We made it back alive, but only just. A landslide, thick fog, and heavy rain all added to the excitement.

The Forest Guardian

Monday, April 2nd, 2007

Nigel Sizer, Rare VP, Asia and Pacific, describes his trek to southern Aceh Province. He was accompanied by Ni Putu Sarilani Wirawan, Rare assistant course manager in Indonesia.

Two plane rides, seven hours by car, and a couple of hours in canoes, and we’re heading deep into the Rawa Singkil Wildlife Reserve in southern Aceh Province, located in the northwest Sumatra. It’s spectacular scenery—with high tropical forest in the distance and a vast network of rivers, swamps, and tidal floodplains all around us. This 250,000-acre reserve and the surrounding communities are the site for Fransisca Araintiningsih’s Rare Pride campaign. 

Into the reserve. 

Sari and I are here to help finalize the campaign plan. A few days ago a local lady was consumed by a huge saltwater crocodile as she tried to gather mussels. It’s hard to stay focused on the work plan with such verdant, wild nature assailing all our senses. Sumatran tigers, gibbons, orangutan, and elephants are all regularly seen here. And we’re also looking out for the leeches. 
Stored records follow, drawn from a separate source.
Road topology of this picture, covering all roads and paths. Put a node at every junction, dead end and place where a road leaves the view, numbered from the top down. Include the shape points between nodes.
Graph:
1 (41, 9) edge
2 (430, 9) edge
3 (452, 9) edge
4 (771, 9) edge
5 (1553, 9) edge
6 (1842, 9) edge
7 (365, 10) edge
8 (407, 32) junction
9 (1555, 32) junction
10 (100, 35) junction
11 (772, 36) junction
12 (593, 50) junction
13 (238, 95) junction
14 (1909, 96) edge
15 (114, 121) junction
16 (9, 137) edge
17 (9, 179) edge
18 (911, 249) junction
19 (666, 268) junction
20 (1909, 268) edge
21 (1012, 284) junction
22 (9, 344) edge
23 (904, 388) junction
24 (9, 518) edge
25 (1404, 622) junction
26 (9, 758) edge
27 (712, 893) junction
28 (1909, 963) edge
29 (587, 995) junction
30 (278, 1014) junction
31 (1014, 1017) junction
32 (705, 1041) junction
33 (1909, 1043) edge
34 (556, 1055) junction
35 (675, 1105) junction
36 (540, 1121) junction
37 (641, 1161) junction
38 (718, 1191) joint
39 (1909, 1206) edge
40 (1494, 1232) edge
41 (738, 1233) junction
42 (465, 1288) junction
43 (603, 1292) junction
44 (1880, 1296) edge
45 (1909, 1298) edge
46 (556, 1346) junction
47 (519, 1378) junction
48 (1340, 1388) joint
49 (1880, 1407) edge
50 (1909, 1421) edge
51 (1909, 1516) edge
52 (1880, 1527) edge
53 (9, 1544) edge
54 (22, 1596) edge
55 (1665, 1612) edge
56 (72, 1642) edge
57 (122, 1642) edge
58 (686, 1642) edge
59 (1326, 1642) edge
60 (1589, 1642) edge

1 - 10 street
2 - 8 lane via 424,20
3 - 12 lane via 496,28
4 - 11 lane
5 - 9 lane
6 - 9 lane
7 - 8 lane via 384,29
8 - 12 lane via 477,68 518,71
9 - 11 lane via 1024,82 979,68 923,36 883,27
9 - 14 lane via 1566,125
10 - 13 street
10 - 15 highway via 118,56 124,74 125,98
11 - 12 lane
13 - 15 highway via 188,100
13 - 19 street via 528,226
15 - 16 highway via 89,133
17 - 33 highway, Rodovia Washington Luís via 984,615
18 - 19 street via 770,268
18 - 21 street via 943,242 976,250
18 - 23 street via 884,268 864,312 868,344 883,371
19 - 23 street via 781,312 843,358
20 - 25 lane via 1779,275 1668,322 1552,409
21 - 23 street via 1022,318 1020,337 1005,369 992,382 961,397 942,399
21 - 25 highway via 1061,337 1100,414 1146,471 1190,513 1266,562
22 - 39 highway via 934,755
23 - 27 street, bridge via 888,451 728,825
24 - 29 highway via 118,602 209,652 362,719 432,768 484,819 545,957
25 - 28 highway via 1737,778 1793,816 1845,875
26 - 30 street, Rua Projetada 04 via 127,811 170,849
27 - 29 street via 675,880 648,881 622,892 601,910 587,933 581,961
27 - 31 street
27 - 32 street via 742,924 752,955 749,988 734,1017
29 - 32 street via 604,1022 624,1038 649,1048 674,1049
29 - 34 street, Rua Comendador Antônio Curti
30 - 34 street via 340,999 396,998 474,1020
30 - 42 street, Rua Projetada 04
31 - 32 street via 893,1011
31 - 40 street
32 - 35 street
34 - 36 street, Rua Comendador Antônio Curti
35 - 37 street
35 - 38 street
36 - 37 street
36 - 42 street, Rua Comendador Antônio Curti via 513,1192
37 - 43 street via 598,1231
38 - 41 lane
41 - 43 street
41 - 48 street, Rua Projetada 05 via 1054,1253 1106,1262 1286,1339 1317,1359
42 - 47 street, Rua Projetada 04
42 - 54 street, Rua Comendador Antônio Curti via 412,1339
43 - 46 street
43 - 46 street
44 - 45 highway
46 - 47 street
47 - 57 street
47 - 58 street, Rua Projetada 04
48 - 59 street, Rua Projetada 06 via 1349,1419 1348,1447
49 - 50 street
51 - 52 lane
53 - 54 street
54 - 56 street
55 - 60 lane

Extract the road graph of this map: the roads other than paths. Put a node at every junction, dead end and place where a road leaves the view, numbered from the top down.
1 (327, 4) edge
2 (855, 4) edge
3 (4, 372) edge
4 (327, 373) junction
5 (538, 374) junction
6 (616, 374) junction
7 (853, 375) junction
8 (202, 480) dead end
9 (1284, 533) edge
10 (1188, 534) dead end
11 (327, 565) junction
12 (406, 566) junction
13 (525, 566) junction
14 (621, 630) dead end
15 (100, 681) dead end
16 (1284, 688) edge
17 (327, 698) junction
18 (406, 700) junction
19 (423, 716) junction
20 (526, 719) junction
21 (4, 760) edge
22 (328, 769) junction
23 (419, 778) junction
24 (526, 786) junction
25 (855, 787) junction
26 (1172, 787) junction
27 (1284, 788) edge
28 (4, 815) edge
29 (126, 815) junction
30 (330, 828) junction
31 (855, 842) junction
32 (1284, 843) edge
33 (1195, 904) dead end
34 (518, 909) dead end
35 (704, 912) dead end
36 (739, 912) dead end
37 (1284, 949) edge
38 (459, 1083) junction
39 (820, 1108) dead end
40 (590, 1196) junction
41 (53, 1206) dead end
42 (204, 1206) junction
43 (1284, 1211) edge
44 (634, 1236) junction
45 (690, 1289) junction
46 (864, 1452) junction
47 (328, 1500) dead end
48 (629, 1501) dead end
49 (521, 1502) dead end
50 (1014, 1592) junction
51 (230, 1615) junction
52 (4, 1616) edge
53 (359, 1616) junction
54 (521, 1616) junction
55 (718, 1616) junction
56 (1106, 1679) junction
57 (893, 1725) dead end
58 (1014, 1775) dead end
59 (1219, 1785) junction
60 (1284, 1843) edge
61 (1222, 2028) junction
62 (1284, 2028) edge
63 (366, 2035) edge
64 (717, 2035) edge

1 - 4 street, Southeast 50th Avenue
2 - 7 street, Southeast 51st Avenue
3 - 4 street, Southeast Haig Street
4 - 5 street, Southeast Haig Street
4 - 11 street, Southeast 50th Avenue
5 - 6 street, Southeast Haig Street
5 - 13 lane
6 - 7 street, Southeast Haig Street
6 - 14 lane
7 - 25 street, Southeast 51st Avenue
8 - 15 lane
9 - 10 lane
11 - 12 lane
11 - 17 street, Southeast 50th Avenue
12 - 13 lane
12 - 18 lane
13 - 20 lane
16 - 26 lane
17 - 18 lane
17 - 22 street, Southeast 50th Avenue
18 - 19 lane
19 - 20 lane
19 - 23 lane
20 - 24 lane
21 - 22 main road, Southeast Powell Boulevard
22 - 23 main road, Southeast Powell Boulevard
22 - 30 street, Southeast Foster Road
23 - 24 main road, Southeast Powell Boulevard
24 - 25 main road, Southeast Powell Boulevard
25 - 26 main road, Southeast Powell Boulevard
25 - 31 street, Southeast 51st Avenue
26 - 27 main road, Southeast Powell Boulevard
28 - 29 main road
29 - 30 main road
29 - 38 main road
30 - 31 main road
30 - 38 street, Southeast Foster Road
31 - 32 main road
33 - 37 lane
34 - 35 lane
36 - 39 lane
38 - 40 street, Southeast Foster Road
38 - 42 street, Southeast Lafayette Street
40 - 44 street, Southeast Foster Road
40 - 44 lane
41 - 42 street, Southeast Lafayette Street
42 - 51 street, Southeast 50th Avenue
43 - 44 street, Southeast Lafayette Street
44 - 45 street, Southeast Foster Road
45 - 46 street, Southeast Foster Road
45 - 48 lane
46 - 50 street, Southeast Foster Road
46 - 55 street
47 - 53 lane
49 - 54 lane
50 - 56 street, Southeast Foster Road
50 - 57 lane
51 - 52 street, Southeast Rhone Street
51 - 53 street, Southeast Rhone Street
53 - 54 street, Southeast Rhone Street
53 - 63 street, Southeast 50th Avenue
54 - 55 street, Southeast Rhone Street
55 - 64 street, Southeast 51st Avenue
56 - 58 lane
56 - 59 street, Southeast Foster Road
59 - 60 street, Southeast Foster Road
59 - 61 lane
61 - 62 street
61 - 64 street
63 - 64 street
Village leaders from Kuala Baru, a community right on the edge of the reserve, are guiding us, with their proud panglima heuten, the traditional “forest guardian,” at the fore. In his sixties, his is an honorary and entirely voluntary role. He tells me he has simply loved being in the forest since he was a boy. Trouble is no boys (or girls) nowadays seem keen to continue the tradition. But Fransisca is determined to change that. Her campaign will feature the orangutan as its mascot, and include social marketing activities, such as puppet shows, posters, competitions, songs and music that will enhance the prestige of the panglima and promote community-led conservation efforts.